Startups and innovation are all the rage at the moment in all levels of politics, and that means there’s a lot of money on offer.
There’s also likely to be a lot more going with the imminent announcement of the government’s flagship innovation statement in December.
But early-stage companies need to know where to look and how to actually apply.
Working out what grants a startup is eligible for, and jumping through all the hoops involved in the process is a common pain point for founders and often leads them to forgo the opportunities entirely.
The federal government recently handed out another $8.5 million in commercialisation grants, with eye-tracking software xLabs and IoT animal control startup Agersens sharing in the spoils.
XLabs nabbed more than $350,000 while Agersens picked up a quarter of a million, and we asked the founders about the tricks of the trade for successfully getting a government startup grant.
1. It’s like building an MVP
It’s important that you take time to rework the application and build on it from feedback given by a wide range of people, xLabs co-founder Joe Hanna says.
“Don’t rush – the process will take time but getting it right is important,” he says.
“I found it useful to iterate through my application, refining it constantly until I was really happy with it and the supporting evidence before I submitted it.”
2. You need something unique
Hanna says the most crucial part of gaining the attention of the grant judges is that you are offering something entirely unique and innovative to the market.
“The product must be novel for the desired market,” Hanna says.
“If there are other startups like yours in the market then you simply won’t get through the first hurdle.
“It is important to note that the product, service or process must be new and not simply an enhancement to an existing product.
“The criteria often catches out many startups who are looking to add innovative or novel features to an existing product.”
3. You can’t pay someone else to do it
Although there is ample external assistance on offer for applying for these grants, Hanna says an intimate knowledge of the business that only a founder can have is what makes or breaks an application.

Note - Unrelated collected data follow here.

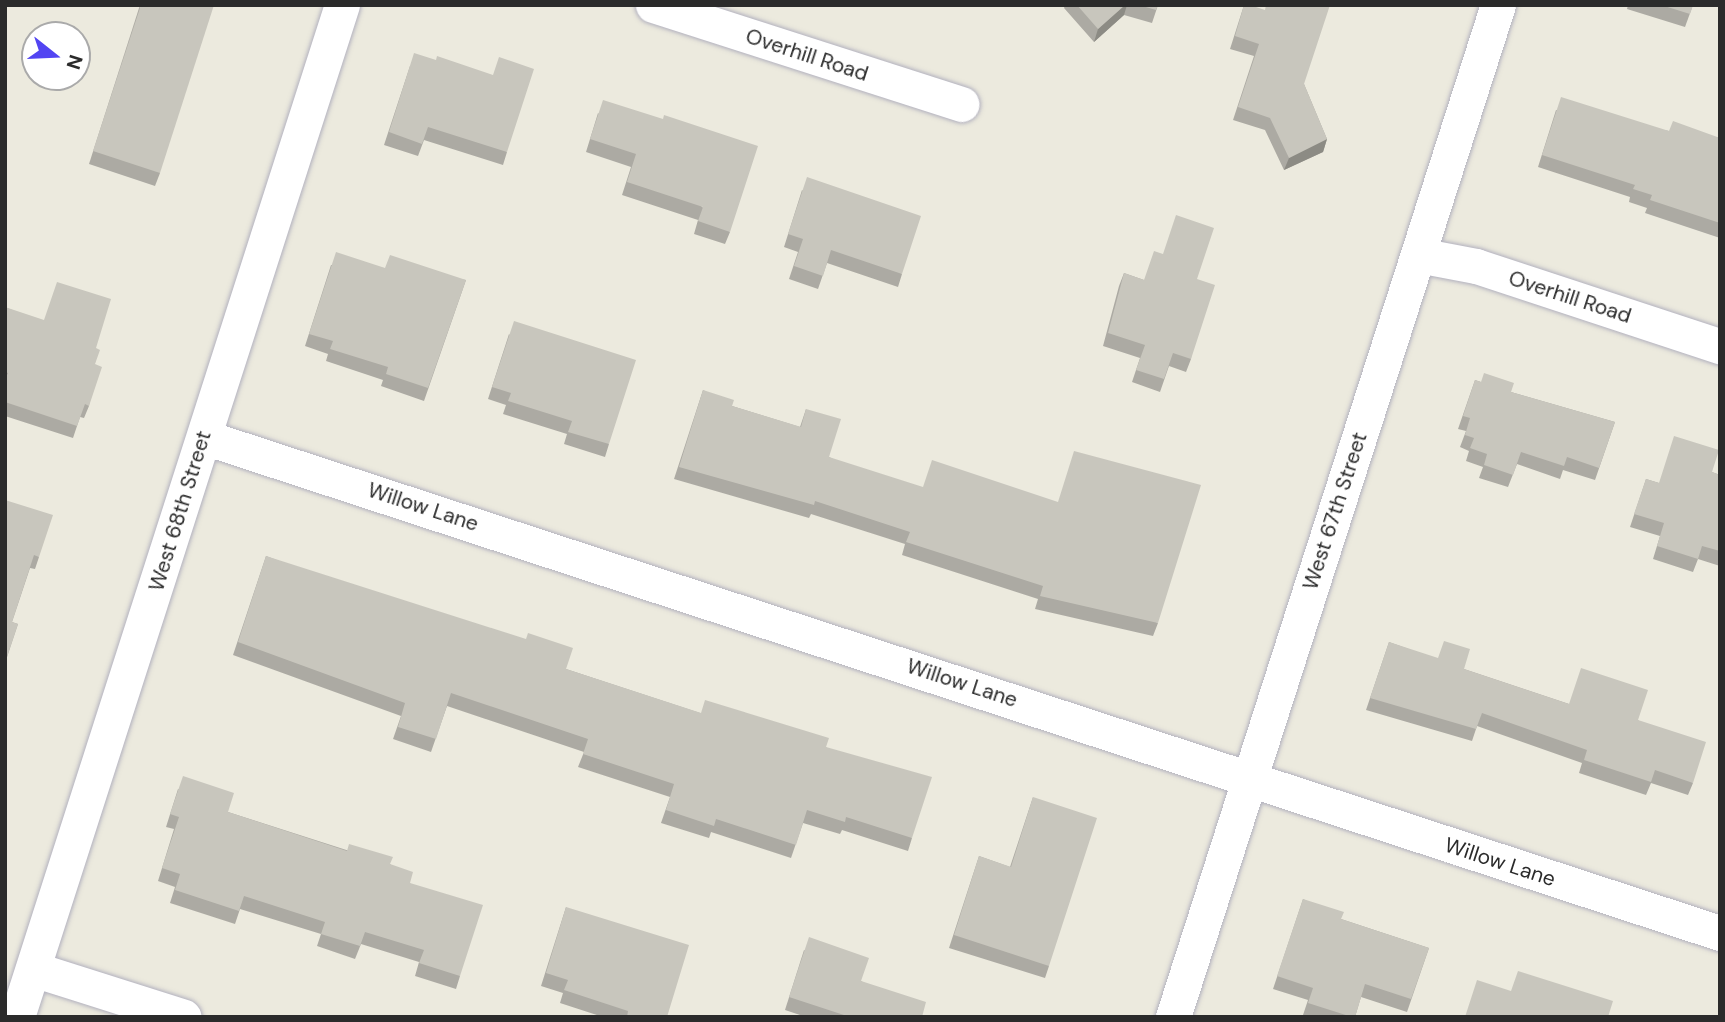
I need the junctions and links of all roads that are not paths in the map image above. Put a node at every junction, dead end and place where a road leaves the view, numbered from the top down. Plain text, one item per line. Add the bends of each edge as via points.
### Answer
1 (342, 5) edge
2 (653, 5) edge
3 (1498, 5) edge
4 (962, 104) dead end
5 (1418, 255) junction
6 (1720, 346) edge
7 (204, 437) junction
8 (1249, 778) junction
9 (1720, 933) edge
10 (33, 969) junction
11 (17, 1017) edge
12 (184, 1017) edge
13 (1172, 1017) edge

1 - 7 street, West 68th Street
2 - 4 street, Overhill Road
3 - 5 street, West 67th Street
5 - 6 street, Overhill Road via 1476,266
5 - 8 street, West 67th Street
7 - 8 street, Willow Lane
7 - 10 street, West 68th Street
8 - 9 street, Willow Lane
8 - 13 street, West 67th Street
10 - 11 street, West 68th Street
10 - 12 street

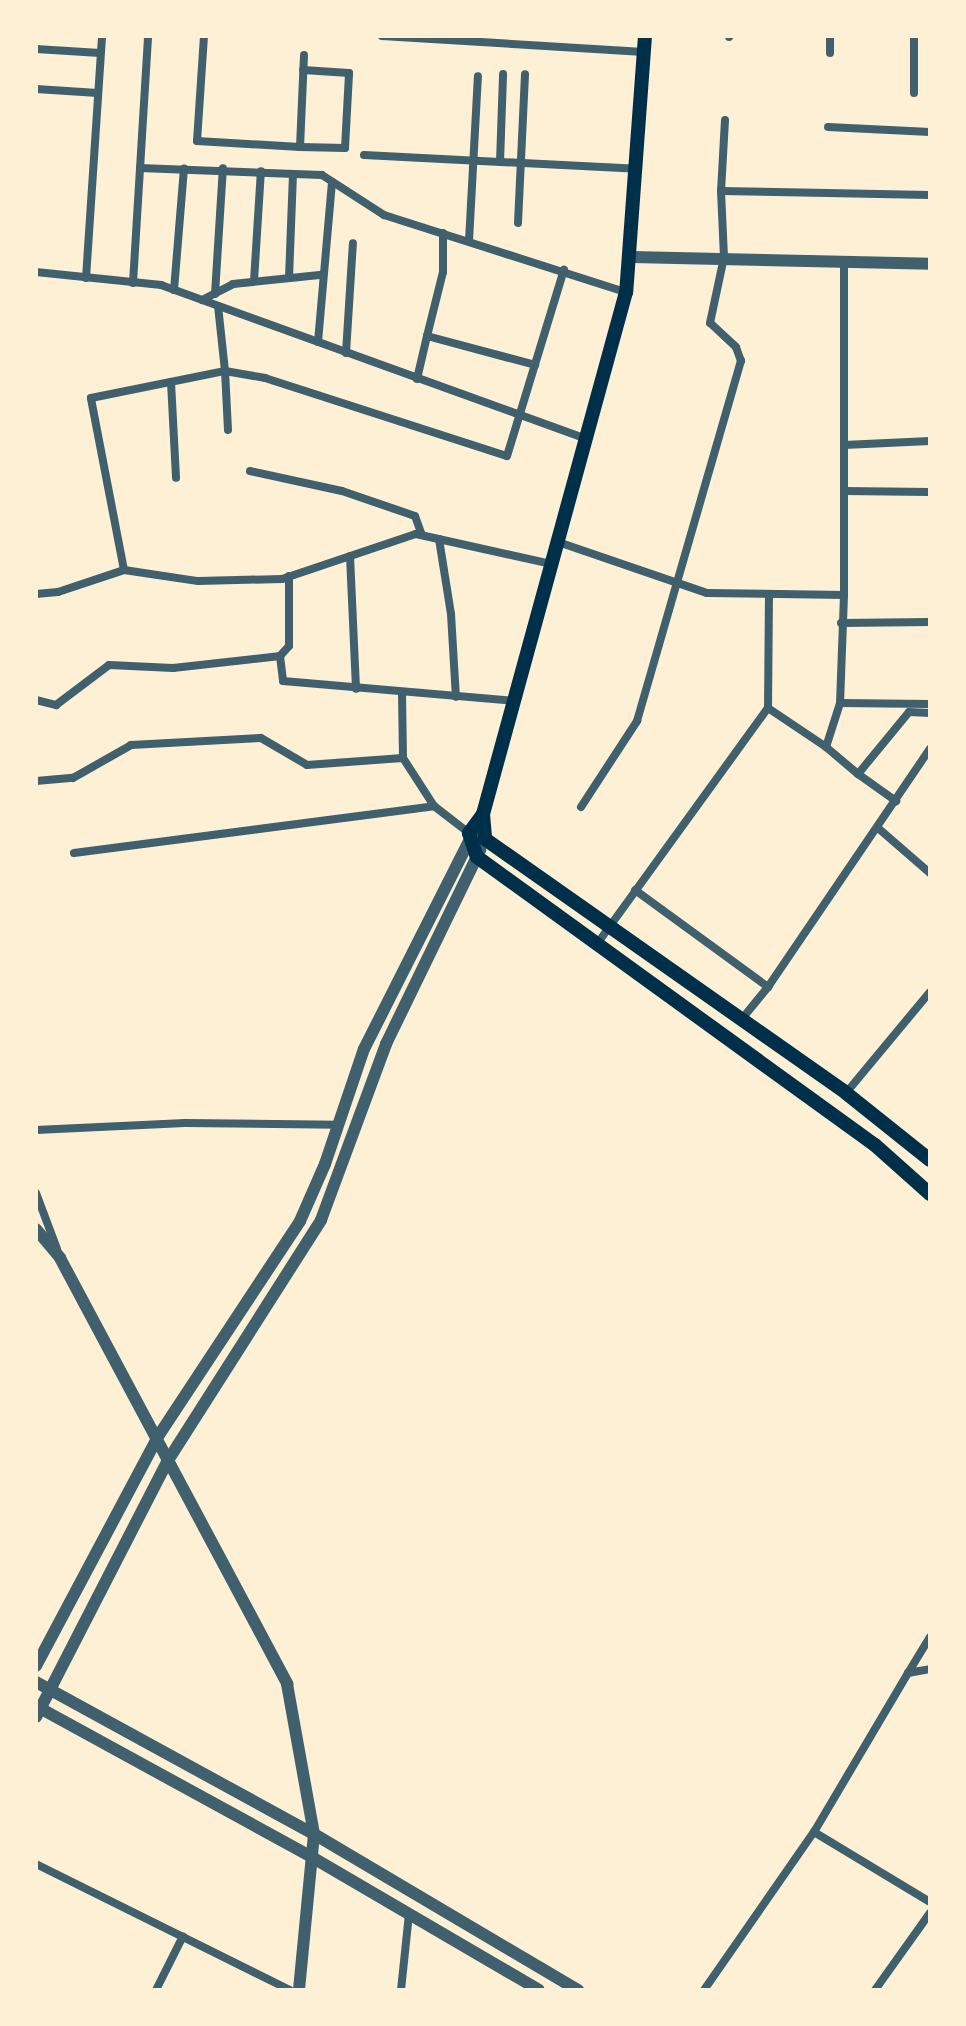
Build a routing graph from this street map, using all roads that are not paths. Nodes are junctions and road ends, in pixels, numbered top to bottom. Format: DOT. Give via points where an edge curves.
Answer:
graph roads {
  1 [pos="102,36"];
  2 [pos="148,36"];
  3 [pos="204,36"];
  4 [pos="382,36"];
  5 [pos="645,36"];
  6 [pos="830,36"];
  7 [pos="914,36"];
  8 [pos="36,49"];
  9 [pos="644,52"];
  10 [pos="100,53"];
  11 [pos="830,53"];
  12 [pos="304,55"];
  13 [pos="303,70"];
  14 [pos="503,74"];
  15 [pos="525,74"];
  16 [pos="478,76"];
  17 [pos="36,89"];
  18 [pos="98,93"];
  19 [pos="914,93"];
  20 [pos="725,120"];
  21 [pos="828,127"];
  22 [pos="930,132"];
  23 [pos="300,147"];
  24 [pos="364,155"];
  25 [pos="474,161"];
  26 [pos="500,162"];
  27 [pos="520,163"];
  28 [pos="140,168"];
  29 [pos="184,168"];
  30 [pos="223,168"];
  31 [pos="638,169"];
  32 [pos="261,171"];
  33 [pos="293,176"];
  34 [pos="332,182"];
  35 [pos="721,191"];
  36 [pos="930,195"];
  37 [pos="518,223"];
  38 [pos="443,233"];
  39 [pos="469,241"];
  40 [pos="353,243"];
  41 [pos="632,257"];
  42 [pos="724,257"];
  43 [pos="844,261"];
  44 [pos="930,264"];
  45 [pos="564,270"];
  46 [pos="36,272"];
  47 [pos="320,275"];
  48 [pos="86,278"];
  49 [pos="289,278"];
  50 [pos="254,281"];
  51 [pos="133,283"];
  52 [pos="174,290"];
  53 [pos="626,292"];
  54 [pos="215,294"];
  55 [pos="202,300"];
  56 [pos="218,306"];
  57 [pos="427,336"];
  58 [pos="318,342"];
  59 [pos="346,353"];
  60 [pos="535,365"];
  61 [pos="225,371"];
  62 [pos="417,379"];
  63 [pos="171,382"];
  64 [pos="520,416"];
  65 [pos="228,430"];
  66 [pos="586,439"];
  67 [pos="930,441"];
  68 [pos="844,445"];
  69 [pos="250,471"];
  70 [pos="176,478"];
  71 [pos="844,491"];
  72 [pos="930,492"];
  73 [pos="422,535"];
  74 [pos="439,539"];
  75 [pos="558,542"];
  76 [pos="350,556"];
  77 [pos="551,564"];
  78 [pos="124,570"];
  79 [pos="289,576"];
  80 [pos="676,584"];
  81 [pos="36,594"];
  82 [pos="769,594"];
  83 [pos="844,595"];
  84 [pos="930,622"];
  85 [pos="841,623"];
  86 [pos="280,656"];
  87 [pos="356,689"];
  88 [pos="402,694"];
  89 [pos="456,697"];
  90 [pos="36,700"];
  91 [pos="514,701"];
  92 [pos="840,703"];
  93 [pos="930,704"];
  94 [pos="768,708"];
  95 [pos="930,713"];
  96 [pos="826,747"];
  97 [pos="930,749"];
  98 [pos="403,758"];
  99 [pos="858,774"];
  100 [pos="36,781"];
  101 [pos="896,801"];
  102 [pos="434,806"];
  103 [pos="581,807"];
  104 [pos="483,814"];
  105 [pos="878,828"];
  106 [pos="469,833"];
  107 [pos="485,839"];
  108 [pos="74,853"];
  109 [pos="477,857"];
  110 [pos="930,873"];
  111 [pos="635,890"];
  112 [pos="608,925"];
  113 [pos="597,944"];
  114 [pos="768,987"];
  115 [pos="930,992"];
  116 [pos="740,1022"];
  117 [pos="846,1093"];
  118 [pos="338,1125"];
  119 [pos="36,1130"];
  120 [pos="930,1160"];
  121 [pos="36,1193"];
  122 [pos="930,1194"];
  123 [pos="36,1229"];
  124 [pos="60,1258"];
  125 [pos="157,1438"];
  126 [pos="167,1462"];
  127 [pos="930,1637"];
  128 [pos="36,1666"];
  129 [pos="930,1669"];
  130 [pos="908,1673"];
  131 [pos="36,1682"];
  132 [pos="50,1690"];
  133 [pos="37,1711"];
  134 [pos="814,1832"];
  135 [pos="314,1834"];
  136 [pos="315,1859"];
  137 [pos="36,1864"];
  138 [pos="930,1902"];
  139 [pos="930,1913"];
  140 [pos="409,1914"];
  141 [pos="183,1936"];
  142 [pos="156,1990"];
  143 [pos="290,1990"];
  144 [pos="299,1990"];
  145 [pos="401,1990"];
  146 [pos="539,1990"];
  147 [pos="578,1990"];
  148 [pos="704,1990"];
  149 [pos="875,1990"];
  1 -- 10 [label="street"];
  2 -- 28 [label="street"];
  3 -- 23 [label="street" via="197,141"];
  4 -- 9 [label="street"];
  5 -- 9 [label="main road"];
  6 -- 11 [label="street"];
  7 -- 19 [label="street"];
  8 -- 10 [label="street"];
  9 -- 31 [label="main road"];
  10 -- 18 [label="street"];
  12 -- 13 [label="street"];
  13 -- 23 [label="street"];
  13 -- 23 [label="street" via="349,73 345,148"];
  14 -- 26 [label="street"];
  15 -- 27 [label="street"];
  16 -- 25 [label="street"];
  17 -- 18 [label="street"];
  18 -- 48 [label="street"];
  20 -- 35 [label="street"];
  21 -- 22 [label="street"];
  24 -- 25 [label="street"];
  25 -- 26 [label="street"];
  25 -- 39 [label="street"];
  26 -- 27 [label="street"];
  27 -- 31 [label="street"];
  27 -- 37 [label="street"];
  28 -- 29 [label="street"];
  28 -- 51 [label="street"];
  29 -- 30 [label="street"];
  29 -- 52 [label="street"];
  30 -- 32 [label="street"];
  30 -- 54 [label="street"];
  31 -- 41 [label="main road"];
  32 -- 33 [label="street"];
  32 -- 50 [label="street"];
  33 -- 34 [label="street" via="322,175"];
  33 -- 49 [label="street"];
  34 -- 38 [label="street" via="384,215"];
  34 -- 47 [label="street"];
  35 -- 36 [label="street"];
  35 -- 42 [label="street"];
  38 -- 39 [label="street"];
  38 -- 57 [label="street" via="443,272"];
  39 -- 45 [label="street"];
  40 -- 59 [label="street"];
  41 -- 42 [label="street"];
  41 -- 53 [label="main road"];
  42 -- 43 [label="street"];
  42 -- 80 [label="street" via="710,323 736,347 741,361"];
  43 -- 44 [label="street"];
  43 -- 68 [label="street"];
  45 -- 53 [label="street"];
  45 -- 60 [label="street"];
  46 -- 48 [label="street"];
  47 -- 49 [label="street"];
  47 -- 58 [label="street"];
  48 -- 51 [label="street"];
  49 -- 50 [label="street"];
  50 -- 54 [label="street"];
  51 -- 52 [label="street"];
  52 -- 55 [label="street"];
  53 -- 66 [label="main road"];
  54 -- 55 [label="street"];
  55 -- 56 [label="street"];
  56 -- 58 [label="street"];
  56 -- 61 [label="street"];
  57 -- 60 [label="street"];
  57 -- 62 [label="street"];
  58 -- 59 [label="street"];
  59 -- 62 [label="street"];
  60 -- 64 [label="street"];
  61 -- 63 [label="street"];
  61 -- 64 [label="street" via="265,378 507,456"];
  61 -- 65 [label="street"];
  62 -- 64 [label="street"];
  63 -- 70 [label="street"];
  63 -- 78 [label="street" via="91,398"];
  64 -- 66 [label="street"];
  66 -- 75 [label="main road"];
  67 -- 68 [label="street"];
  68 -- 71 [label="street"];
  69 -- 73 [label="street" via="342,491 415,516"];
  71 -- 72 [label="street"];
  71 -- 83 [label="street"];
  73 -- 74 [label="street"];
  73 -- 76 [label="street"];
  74 -- 77 [label="street"];
  74 -- 89 [label="street"];
  75 -- 77 [label="main road"];
  75 -- 80 [label="street"];
  76 -- 79 [label="street"];
  76 -- 87 [label="street"];
  77 -- 91 [label="main road"];
  78 -- 79 [label="street" via="198,581"];
  78 -- 81 [label="street"];
  79 -- 86 [label="street" via="289,646"];
  80 -- 82 [label="street" via="707,593"];
  80 -- 103 [label="street" via="637,721"];
  82 -- 83 [label="street"];
  82 -- 94 [label="street"];
  83 -- 85 [label="street"];
  84 -- 85 [label="street"];
  85 -- 92 [label="street"];
  86 -- 87 [label="street" via="283,681"];
  86 -- 90 [label="street" via="173,668 109,665 56,705"];
  87 -- 88 [label="street"];
  88 -- 89 [label="street"];
  88 -- 98 [label="street"];
  89 -- 91 [label="street"];
  91 -- 104 [label="main road"];
  92 -- 93 [label="street"];
  92 -- 96 [label="street"];
  94 -- 96 [label="street"];
  94 -- 111 [label="street"];
  95 -- 99 [label="street" via="909,712"];
  96 -- 99 [label="street"];
  97 -- 101 [label="street"];
  98 -- 100 [label="street" via="307,765 261,738 146,744 131,745 73,778"];
  98 -- 102 [label="street"];
  99 -- 101 [label="street"];
  101 -- 105 [label="street"];
  102 -- 106 [label="street"];
  102 -- 108 [label="street"];
  104 -- 106 [label="main road"];
  104 -- 107 [label="main road"];
  105 -- 110 [label="street"];
  105 -- 114 [label="street"];
  106 -- 107 [label="street"];
  106 -- 109 [label="main road"];
  106 -- 118 [label="street" via="364,1049"];
  107 -- 109 [label="street"];
  107 -- 112 [label="main road"];
  109 -- 113 [label="main road"];
  109 -- 126 [label="street" via="386,1044 321,1220"];
  111 -- 112 [label="street"];
  111 -- 114 [label="street"];
  112 -- 113 [label="street"];
  112 -- 116 [label="main road"];
  113 -- 122 [label="main road" via="875,1145"];
  114 -- 116 [label="street"];
  115 -- 117 [label="street"];
  116 -- 117 [label="main road"];
  117 -- 120 [label="main road"];
  118 -- 119 [label="street" via="185,1123"];
  118 -- 125 [label="street" via="300,1221"];
  121 -- 124 [label="street"];
  123 -- 124 [label="street"];
  124 -- 125 [label="street"];
  125 -- 126 [label="street"];
  125 -- 128 [label="street"];
  126 -- 132 [label="street"];
  126 -- 135 [label="street" via="287,1684"];
  127 -- 130 [label="street"];
  129 -- 130 [label="street"];
  130 -- 134 [label="street"];
  131 -- 132 [label="street"];
  132 -- 133 [label="street"];
  132 -- 135 [label="street"];
  133 -- 136 [label="street"];
  134 -- 138 [label="street"];
  134 -- 148 [label="street"];
  135 -- 136 [label="street"];
  135 -- 147 [label="street"];
  136 -- 140 [label="street"];
  136 -- 144 [label="street"];
  137 -- 141 [label="street"];
  139 -- 149 [label="street"];
  140 -- 145 [label="street"];
  140 -- 146 [label="street"];
  141 -- 142 [label="street"];
  141 -- 143 [label="street"];
}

“Startups should not be looking for external assistance because so much of the application is based on how well you know your market, customers and opportunity,” he says.
“Any founder should really know that themselves. The success of the application comes down to how well you know your business, which is too important to leave to anyone else.”
That doesn’t mean you can’t seek advice though, with many grant processes involving a consultant or advisor, Agersens managing director Ian Reilly says.
“One of the key things is you really need to work closely with the case manager and listen to their advice and work with them,” Reilly says.
“Leverage your advisor,” Hanna adds.
4. You need to have traction
“When documenting the value proposition it is important to ensure that you can demonstrate the value ideally through willing trial customers or early adopters,” Hanna says.
This means startups might need to wait a bit so they can properly prove that they are offering something new.
“One of the biggest mistakes is timing,” he says.
“Startups often apply too early – before they have completed and tested the innovation.”
For Reilly, it’s about securing the right balance of traction when to apply for a grant.
“It’s a struggle between both having a business that’s advanced enough to be in a position to get a grant, with ticking all the boxes of market validation and tech validation, without being too advanced that you don’t need the funding,” Reilly says
5. Don’t ask for too much
With huge amounts of capital on offer for startups, Reilly says it’s important to only seek as much as you immediately need to ensure a better chance of success.
“Asking for a lot means you have to have a far better case to compete and that makes it so much harder,” he says.
“We weren’t asking for a lot – it was the lowest grant given. We would have liked a million dollars but we’ve asked for a smaller amount.”
6. Treat the process like an investment round
Applying for a grant is just another competition for a startup. Reilly says to treat it like a competitive investment round.
“A competitive grant is just another pitch to another set of investors with their own criteria,” he says.
“If you view it that way you’ll be in a much better position.”
One of the main difficulties is that there’s no way of knowing who you’re competing with though, and they could be entirely different companies.
“Even if you meet all the criteria you still have to compete against someone else and there’s no way to know what that is,” Reilly says.
“You may be competing against a completely different business with a completely different business model in a completely different market.
“It’s best to meet the criteria and cover all the bases in the best possible way.”
Most of all, Reilly says it’s important a startup is ready to put the time and effort in to be rewarded in the long run.
“It took a long time, a lot of effort and they do make you jump through a lot of hoops,” he says.